W publicznym rejestrze widnieje na chwilę obecną ok. 800 osób skazanych prawomocnymi wyrokami, natomiast w części zamkniętej baza wyświetla ponad 2800 wyników. Spis zawiera dane przestępców, którzy dopuścili się: gwałtu na osobie poniżej 15 lat, gwałtu ze szczególnym okrucieństwem, gwałtu zbiorowego oraz recydywy. Nie obejmuje on m.in. tzw. innych czynności seksualnych.
Jeśli zaś chodzi o pochodzącego ze Świdnicy a sprawującego posługę we Wrocławiu księdza Pawła K., który zgwałcił nieletniego chłopca, to również jego dane nie zostały ujawnione. Dlaczego? Ponieważ ofiara duchownego, choć nieletnia, miała ponad 15 lat.

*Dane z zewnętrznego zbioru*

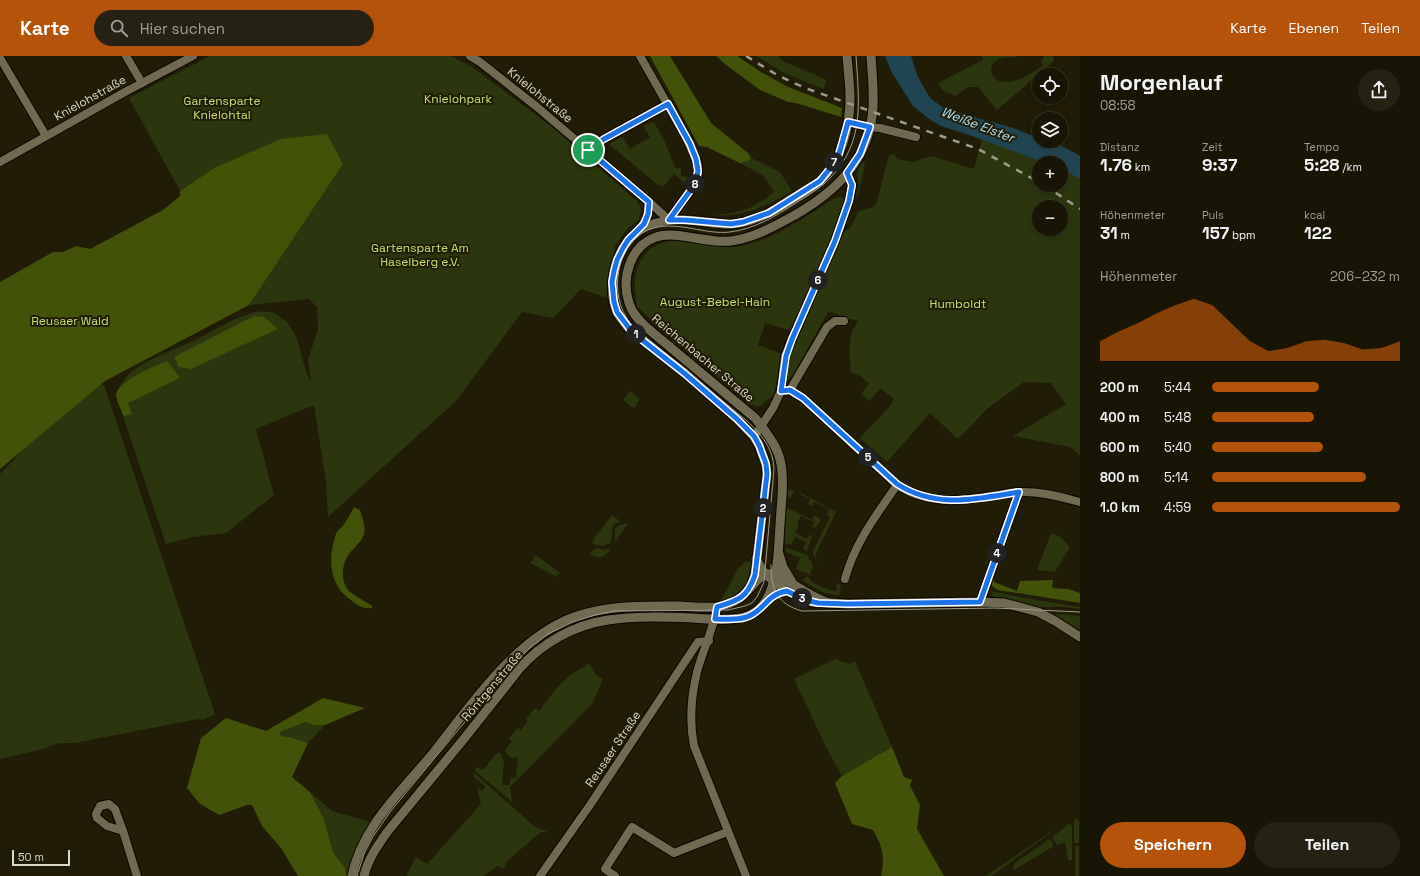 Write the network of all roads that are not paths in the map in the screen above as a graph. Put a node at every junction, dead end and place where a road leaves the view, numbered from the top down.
1 (126, 56) edge
2 (193, 56) edge
3 (470, 56) edge
4 (640, 56) edge
5 (847, 56) edge
6 (871, 56) edge
7 (0, 58) edge
8 (142, 84) junction
9 (668, 104) junction
10 (848, 122) junction
11 (870, 127) junction
12 (46, 136) junction
13 (916, 137) dead end
14 (588, 150) junction
15 (0, 162) edge
16 (847, 173) junction
17 (649, 202) junction
18 (669, 220) junction
19 (640, 229) junction
20 (667, 235) junction
21 (844, 321) dead end
22 (781, 388) junction
23 (790, 390) junction
24 (761, 425) junction
25 (754, 436) junction
26 (897, 484) junction
27 (1019, 492) junction
28 (1080, 502) edge
29 (778, 552) junction
30 (756, 559) junction
31 (771, 577) junction
32 (845, 579) dead end
33 (751, 587) junction
34 (790, 587) junction
35 (765, 602) junction
36 (980, 602) junction
37 (717, 607) junction
38 (715, 619) junction
39 (1080, 638) edge
40 (709, 641) junction
41 (123, 831) dead end
42 (727, 832) junction
43 (137, 876) edge
44 (352, 876) edge
45 (364, 876) edge
46 (540, 876) edge
47 (615, 876) edge
48 (746, 876) edge

1 - 8 street
2 - 8 street, Knielohstraße
3 - 14 street, Knielohstraße
4 - 9 street
5 - 10 street, Reichenbacher Straße
6 - 11 street, Reichenbacher Straße
7 - 12 street
8 - 12 street, Knielohstraße
9 - 14 street
9 - 18 street
10 - 11 street
10 - 18 street, Reichenbacher Straße
11 - 13 street
11 - 16 street, Reichenbacher Straße
12 - 15 street, Knielohstraße
14 - 17 street, Knielohstraße
16 - 20 street, Reichenbacher Straße
16 - 22 street
17 - 18 street, Knielohstraße
17 - 19 street
18 - 19 street, Reichenbacher Straße
18 - 20 street
19 - 25 street, Reichenbacher Straße
20 - 24 street, Reichenbacher Straße
21 - 23 street
22 - 23 street
22 - 24 street
23 - 26 street
24 - 25 street
24 - 29 street, Reichenbacher Straße
25 - 30 street, Reichenbacher Straße
26 - 27 street
26 - 32 street
27 - 28 street
27 - 36 street
29 - 31 street, Röntgenstraße
29 - 34 street
30 - 31 street
30 - 33 street
31 - 33 street, Röntgenstraße
31 - 34 street
31 - 35 street, Röntgenstraße
33 - 37 street, Röntgenstraße
34 - 35 street
34 - 36 street
35 - 38 street, Röntgenstraße
36 - 39 street
37 - 38 street
37 - 44 street, Röntgenstraße
38 - 40 street
38 - 45 street, Röntgenstraße
40 - 42 street
40 - 46 street, Reusaer Straße
41 - 43 street
42 - 47 street
42 - 48 street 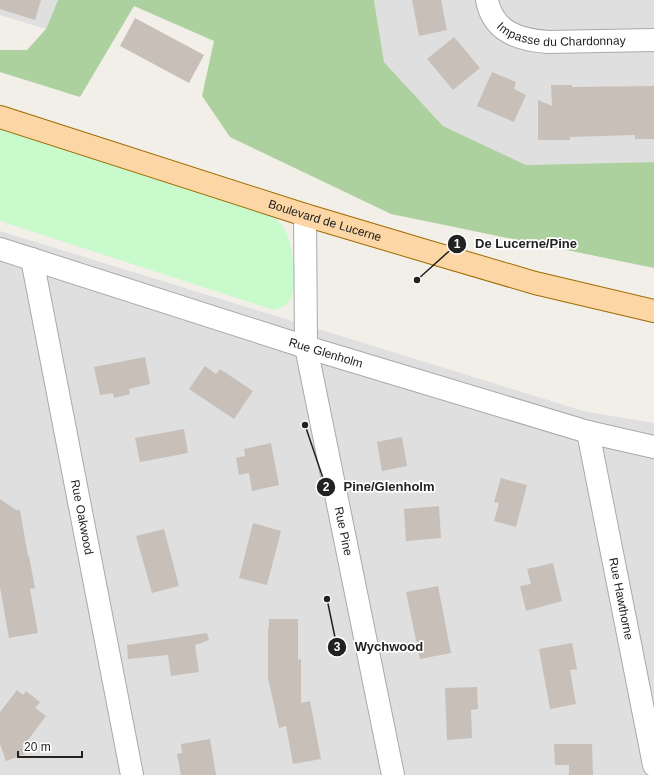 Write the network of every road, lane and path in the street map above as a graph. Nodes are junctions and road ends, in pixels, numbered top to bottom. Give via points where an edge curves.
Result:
1 (487, 0) edge
2 (654, 40) edge
3 (0, 117) edge
4 (305, 215) junction
5 (0, 249) edge
6 (32, 259) junction
7 (654, 311) edge
8 (306, 347) junction
9 (588, 432) junction
10 (654, 447) edge
11 (654, 765) edge
12 (132, 775) edge
13 (392, 775) edge

1 - 2 street, Impasse du Chardonnay via 502,28 530,41
3 - 4 main road, Boulevard de Lucerne
4 - 7 main road, Boulevard de Lucerne via 535,283
4 - 8 street, Rue Pine
5 - 6 street, Rue Glenholm
6 - 8 street, Rue Glenholm
6 - 12 street, Rue Oakwood
8 - 9 street, Rue Glenholm
8 - 13 street, Rue Pine
9 - 10 street, Rue Glenholm
9 - 11 street, Rue Hawthorne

- Profesja sprawcy przestępstwa nie ma znaczenia. Są wszyscy, którzy zgodnie z prawem mieli się w rejestrze znaleźć według danych Krajowego Rejestru Karnego - wyjaśniał dla portalu wp.pl, wiceminister sprawiedliwości Michał Woś.
Czytaj także:
Pochodzący ze Świdnicy ksiądz pedofil chce ułaskawienia
fot. pixabuy
Przeczytaj komentarze (9)
Komentarze (9)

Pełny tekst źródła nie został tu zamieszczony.